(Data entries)
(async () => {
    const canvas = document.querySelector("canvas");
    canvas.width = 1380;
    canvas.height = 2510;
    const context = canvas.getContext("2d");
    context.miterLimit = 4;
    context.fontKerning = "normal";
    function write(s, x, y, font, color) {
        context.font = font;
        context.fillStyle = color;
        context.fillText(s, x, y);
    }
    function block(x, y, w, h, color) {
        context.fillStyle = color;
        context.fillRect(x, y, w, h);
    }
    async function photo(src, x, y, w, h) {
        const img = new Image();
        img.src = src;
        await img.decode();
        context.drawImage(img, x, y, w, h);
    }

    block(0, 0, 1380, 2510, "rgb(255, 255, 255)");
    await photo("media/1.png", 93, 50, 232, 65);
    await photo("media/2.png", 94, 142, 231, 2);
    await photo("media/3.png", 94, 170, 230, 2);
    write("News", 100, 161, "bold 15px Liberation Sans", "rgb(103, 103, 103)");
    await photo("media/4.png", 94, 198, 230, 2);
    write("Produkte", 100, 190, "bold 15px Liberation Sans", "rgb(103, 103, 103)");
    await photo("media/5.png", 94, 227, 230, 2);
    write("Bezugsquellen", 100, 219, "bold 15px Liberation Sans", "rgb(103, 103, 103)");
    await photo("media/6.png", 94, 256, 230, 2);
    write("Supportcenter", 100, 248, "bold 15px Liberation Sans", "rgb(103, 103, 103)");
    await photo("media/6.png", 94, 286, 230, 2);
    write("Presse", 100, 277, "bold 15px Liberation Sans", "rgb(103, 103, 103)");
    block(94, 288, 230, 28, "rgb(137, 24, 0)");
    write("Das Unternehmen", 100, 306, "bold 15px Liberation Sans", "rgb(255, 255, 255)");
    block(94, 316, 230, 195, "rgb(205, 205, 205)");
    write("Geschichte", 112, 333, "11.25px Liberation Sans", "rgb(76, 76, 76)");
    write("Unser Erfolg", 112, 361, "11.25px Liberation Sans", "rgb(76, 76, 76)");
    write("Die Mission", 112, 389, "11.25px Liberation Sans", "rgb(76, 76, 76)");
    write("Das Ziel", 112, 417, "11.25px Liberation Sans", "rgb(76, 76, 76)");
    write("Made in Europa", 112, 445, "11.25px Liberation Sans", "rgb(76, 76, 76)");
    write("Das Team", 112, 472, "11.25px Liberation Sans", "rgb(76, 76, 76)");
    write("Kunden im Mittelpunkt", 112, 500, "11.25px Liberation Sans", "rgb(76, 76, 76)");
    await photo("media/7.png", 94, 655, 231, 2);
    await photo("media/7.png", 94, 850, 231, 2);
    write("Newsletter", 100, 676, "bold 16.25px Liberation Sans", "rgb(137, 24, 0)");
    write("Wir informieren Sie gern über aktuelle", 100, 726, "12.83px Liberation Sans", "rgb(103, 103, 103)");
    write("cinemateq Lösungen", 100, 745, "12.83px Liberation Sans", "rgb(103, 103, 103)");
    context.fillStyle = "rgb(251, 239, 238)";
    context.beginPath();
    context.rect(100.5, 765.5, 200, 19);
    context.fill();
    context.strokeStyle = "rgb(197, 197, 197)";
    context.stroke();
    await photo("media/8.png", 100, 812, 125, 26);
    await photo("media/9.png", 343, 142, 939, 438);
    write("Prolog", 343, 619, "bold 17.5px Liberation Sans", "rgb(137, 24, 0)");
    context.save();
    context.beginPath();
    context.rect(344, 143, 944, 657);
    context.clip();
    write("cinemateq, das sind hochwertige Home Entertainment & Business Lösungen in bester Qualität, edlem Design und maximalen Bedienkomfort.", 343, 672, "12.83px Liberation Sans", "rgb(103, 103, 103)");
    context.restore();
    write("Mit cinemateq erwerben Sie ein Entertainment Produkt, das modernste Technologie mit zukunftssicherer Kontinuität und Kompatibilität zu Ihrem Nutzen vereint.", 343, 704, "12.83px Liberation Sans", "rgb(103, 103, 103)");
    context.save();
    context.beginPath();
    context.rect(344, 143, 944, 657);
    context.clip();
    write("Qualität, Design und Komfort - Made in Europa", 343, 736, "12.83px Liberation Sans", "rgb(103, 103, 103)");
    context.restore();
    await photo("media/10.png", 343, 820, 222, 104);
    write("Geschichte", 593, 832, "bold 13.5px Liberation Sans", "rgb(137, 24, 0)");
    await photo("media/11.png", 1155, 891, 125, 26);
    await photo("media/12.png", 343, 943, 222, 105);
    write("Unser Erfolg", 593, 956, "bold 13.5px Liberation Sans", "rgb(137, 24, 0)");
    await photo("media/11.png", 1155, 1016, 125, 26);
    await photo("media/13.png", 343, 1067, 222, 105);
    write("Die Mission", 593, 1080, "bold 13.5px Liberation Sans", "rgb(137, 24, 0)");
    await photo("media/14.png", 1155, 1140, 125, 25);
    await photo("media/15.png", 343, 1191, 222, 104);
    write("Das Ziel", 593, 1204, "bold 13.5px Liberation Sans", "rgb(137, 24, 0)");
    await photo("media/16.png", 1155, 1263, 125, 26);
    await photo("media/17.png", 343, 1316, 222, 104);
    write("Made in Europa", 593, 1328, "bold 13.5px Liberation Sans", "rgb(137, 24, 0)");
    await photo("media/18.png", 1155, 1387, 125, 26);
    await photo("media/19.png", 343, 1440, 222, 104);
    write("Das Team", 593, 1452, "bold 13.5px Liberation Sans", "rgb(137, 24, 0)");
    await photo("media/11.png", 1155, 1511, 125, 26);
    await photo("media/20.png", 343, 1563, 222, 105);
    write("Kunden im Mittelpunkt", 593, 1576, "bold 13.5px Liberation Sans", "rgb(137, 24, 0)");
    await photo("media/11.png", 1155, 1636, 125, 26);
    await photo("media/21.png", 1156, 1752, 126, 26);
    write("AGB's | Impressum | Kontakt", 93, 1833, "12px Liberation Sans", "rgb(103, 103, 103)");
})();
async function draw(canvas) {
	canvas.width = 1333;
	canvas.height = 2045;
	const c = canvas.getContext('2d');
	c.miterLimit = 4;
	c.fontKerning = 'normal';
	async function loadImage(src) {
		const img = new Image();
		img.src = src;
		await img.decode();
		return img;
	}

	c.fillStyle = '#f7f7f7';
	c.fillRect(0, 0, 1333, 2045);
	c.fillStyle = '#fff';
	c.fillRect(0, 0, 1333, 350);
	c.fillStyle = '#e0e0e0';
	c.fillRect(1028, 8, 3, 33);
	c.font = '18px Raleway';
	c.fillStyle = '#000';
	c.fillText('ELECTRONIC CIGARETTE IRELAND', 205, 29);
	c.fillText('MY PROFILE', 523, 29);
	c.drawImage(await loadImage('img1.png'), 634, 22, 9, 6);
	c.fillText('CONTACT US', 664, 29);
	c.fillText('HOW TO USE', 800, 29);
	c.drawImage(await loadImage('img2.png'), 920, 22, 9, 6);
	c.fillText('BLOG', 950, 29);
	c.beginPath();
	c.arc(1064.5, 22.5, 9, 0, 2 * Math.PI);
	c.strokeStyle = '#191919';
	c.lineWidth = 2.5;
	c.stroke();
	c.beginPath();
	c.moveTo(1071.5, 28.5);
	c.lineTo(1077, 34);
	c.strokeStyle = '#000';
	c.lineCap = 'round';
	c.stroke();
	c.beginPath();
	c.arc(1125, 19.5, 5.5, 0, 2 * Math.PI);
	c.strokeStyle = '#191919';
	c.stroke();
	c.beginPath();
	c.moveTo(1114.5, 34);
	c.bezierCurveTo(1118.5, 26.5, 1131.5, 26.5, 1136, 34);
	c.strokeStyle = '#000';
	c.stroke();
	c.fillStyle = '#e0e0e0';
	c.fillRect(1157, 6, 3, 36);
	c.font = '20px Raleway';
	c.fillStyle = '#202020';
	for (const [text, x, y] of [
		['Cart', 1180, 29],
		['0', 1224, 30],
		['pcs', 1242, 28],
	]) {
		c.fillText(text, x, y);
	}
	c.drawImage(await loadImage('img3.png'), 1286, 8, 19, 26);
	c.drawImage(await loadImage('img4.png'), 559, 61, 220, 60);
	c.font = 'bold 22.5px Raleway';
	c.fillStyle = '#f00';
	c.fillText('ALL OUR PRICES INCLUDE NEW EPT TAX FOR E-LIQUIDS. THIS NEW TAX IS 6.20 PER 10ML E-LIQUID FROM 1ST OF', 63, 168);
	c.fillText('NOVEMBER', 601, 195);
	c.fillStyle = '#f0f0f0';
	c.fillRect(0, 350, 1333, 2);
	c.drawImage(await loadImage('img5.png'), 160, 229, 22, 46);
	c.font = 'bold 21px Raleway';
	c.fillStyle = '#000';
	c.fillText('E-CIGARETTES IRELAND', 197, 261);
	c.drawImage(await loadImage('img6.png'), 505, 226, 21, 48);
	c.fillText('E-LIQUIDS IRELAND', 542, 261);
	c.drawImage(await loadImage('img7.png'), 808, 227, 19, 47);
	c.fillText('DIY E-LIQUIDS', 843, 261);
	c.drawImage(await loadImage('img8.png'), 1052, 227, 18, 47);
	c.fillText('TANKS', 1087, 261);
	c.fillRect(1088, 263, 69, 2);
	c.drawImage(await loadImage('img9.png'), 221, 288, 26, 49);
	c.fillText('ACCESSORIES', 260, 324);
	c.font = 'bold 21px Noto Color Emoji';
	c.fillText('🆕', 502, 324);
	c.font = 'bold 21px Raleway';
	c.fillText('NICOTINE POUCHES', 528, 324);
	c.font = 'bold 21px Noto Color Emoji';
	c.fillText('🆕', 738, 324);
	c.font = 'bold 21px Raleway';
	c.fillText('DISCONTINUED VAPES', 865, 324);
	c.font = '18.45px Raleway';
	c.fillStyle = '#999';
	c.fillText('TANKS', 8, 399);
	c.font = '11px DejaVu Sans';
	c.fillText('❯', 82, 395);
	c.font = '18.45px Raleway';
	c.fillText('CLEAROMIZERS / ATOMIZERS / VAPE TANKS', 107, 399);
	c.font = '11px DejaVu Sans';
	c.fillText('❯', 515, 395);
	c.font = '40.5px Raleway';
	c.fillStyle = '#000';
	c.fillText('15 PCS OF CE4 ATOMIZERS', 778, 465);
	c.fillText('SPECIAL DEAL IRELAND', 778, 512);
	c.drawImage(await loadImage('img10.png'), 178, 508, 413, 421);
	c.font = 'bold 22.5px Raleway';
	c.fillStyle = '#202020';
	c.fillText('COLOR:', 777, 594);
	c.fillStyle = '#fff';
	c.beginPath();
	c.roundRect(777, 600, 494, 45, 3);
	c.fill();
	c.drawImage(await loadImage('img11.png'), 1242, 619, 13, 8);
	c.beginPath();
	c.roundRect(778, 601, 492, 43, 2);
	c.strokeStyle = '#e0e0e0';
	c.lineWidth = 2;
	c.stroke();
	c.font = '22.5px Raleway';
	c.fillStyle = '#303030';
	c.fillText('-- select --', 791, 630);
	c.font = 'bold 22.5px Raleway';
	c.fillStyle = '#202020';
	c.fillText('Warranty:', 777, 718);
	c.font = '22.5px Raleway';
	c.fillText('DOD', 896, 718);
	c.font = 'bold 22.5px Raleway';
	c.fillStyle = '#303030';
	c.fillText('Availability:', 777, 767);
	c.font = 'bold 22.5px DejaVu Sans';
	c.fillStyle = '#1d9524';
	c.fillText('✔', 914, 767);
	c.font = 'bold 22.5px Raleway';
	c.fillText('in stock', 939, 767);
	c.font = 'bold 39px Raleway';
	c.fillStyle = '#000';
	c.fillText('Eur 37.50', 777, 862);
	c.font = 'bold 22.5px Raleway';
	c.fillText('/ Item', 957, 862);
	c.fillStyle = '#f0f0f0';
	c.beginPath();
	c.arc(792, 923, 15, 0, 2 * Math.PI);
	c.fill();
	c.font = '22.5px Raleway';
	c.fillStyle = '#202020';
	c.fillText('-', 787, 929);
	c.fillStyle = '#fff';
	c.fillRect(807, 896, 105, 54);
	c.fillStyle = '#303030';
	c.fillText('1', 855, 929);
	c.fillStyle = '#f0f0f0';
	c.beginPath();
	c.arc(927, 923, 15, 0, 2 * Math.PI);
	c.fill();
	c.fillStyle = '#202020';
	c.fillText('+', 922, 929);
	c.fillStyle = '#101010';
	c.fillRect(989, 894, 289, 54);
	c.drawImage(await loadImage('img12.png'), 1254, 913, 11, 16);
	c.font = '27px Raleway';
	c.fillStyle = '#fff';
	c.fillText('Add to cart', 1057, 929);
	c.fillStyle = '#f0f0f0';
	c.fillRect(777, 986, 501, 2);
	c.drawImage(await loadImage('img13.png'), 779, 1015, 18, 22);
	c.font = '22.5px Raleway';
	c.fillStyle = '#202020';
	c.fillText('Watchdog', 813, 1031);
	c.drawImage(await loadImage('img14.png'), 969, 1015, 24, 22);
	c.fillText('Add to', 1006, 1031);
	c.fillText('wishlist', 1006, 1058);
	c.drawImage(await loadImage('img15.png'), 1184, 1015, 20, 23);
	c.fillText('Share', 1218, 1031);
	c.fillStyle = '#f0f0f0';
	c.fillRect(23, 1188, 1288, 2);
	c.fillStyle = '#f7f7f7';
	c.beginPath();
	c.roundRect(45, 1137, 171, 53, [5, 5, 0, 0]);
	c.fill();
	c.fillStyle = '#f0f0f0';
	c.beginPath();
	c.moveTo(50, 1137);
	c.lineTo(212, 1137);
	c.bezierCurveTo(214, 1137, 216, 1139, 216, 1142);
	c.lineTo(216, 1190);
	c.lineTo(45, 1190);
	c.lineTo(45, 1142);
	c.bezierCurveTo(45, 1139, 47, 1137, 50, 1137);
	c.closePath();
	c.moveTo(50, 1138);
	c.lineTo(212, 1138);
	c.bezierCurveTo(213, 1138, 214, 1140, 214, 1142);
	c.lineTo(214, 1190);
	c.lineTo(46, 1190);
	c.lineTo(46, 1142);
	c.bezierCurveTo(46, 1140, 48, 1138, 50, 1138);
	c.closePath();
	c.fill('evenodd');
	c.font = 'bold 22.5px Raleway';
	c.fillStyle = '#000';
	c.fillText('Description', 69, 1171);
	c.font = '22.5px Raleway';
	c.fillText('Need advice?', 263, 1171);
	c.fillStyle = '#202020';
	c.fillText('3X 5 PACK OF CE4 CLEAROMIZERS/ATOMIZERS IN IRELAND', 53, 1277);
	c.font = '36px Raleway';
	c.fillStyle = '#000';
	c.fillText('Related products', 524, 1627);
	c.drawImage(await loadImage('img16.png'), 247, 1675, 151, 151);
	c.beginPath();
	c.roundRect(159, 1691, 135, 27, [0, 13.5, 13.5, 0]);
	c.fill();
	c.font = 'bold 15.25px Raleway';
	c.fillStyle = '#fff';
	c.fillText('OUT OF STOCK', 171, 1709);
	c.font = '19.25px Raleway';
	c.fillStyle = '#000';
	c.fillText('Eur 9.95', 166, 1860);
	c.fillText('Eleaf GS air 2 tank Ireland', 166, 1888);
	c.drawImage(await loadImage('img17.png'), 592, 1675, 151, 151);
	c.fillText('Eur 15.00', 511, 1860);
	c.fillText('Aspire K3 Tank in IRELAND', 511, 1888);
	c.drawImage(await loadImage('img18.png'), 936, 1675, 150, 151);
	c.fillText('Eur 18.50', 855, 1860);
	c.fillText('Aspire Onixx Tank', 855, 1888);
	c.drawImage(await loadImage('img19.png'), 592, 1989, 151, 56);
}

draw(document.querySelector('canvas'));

TASK: Search the data above for the word "Math" and say how many lines contain it, giving only that number.

REPLY TO THE EXERCISE: 4